--- YOUR INSTRUCTIONS ---
Lines from the records below that contain the word "AVENUE" are to be copied out.
:::
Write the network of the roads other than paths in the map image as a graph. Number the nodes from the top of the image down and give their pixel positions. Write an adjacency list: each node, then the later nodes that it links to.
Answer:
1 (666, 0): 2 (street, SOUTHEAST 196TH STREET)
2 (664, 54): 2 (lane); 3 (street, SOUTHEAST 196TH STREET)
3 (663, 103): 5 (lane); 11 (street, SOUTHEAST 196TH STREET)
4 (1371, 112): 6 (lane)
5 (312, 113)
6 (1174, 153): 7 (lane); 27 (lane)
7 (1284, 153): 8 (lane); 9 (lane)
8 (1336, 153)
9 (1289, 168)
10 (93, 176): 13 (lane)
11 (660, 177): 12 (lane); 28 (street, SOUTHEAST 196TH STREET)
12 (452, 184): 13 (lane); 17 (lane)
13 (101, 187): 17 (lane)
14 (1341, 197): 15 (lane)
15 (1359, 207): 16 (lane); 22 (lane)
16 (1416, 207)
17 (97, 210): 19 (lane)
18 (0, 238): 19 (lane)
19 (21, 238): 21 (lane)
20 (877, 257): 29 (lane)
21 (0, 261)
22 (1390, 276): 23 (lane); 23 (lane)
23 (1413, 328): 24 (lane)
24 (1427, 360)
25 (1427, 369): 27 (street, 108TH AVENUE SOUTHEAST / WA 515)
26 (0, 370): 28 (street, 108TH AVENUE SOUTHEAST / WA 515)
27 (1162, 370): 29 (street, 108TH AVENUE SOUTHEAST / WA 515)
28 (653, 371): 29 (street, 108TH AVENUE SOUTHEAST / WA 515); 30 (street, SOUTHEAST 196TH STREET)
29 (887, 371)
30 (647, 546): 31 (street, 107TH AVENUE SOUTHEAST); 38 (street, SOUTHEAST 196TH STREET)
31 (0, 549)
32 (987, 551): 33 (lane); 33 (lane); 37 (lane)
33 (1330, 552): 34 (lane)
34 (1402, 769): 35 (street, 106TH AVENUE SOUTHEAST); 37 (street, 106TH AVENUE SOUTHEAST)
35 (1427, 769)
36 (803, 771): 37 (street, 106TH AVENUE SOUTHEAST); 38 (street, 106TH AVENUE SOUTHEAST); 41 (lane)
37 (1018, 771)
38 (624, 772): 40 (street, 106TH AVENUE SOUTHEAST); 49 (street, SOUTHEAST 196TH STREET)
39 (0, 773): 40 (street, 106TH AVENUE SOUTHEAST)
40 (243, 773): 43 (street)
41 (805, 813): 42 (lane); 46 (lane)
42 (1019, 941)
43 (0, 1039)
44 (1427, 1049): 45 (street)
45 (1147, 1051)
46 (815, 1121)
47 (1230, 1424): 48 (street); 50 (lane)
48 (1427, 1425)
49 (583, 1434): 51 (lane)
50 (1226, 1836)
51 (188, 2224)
:::
--- YOUR RESPONSE ---
25 (1427, 369): 27 (street, 108TH AVENUE SOUTHEAST / WA 515)
26 (0, 370): 28 (street, 108TH AVENUE SOUTHEAST / WA 515)
27 (1162, 370): 29 (street, 108TH AVENUE SOUTHEAST / WA 515)
28 (653, 371): 29 (street, 108TH AVENUE SOUTHEAST / WA 515); 30 (street, SOUTHEAST 196TH STREET)
30 (647, 546): 31 (street, 107TH AVENUE SOUTHEAST); 38 (street, SOUTHEAST 196TH STREET)
34 (1402, 769): 35 (street, 106TH AVENUE SOUTHEAST); 37 (street, 106TH AVENUE SOUTHEAST)
36 (803, 771): 37 (street, 106TH AVENUE SOUTHEAST); 38 (street, 106TH AVENUE SOUTHEAST); 41 (lane)
38 (624, 772): 40 (street, 106TH AVENUE SOUTHEAST); 49 (street, SOUTHEAST 196TH STREET)
39 (0, 773): 40 (street, 106TH AVENUE SOUTHEAST)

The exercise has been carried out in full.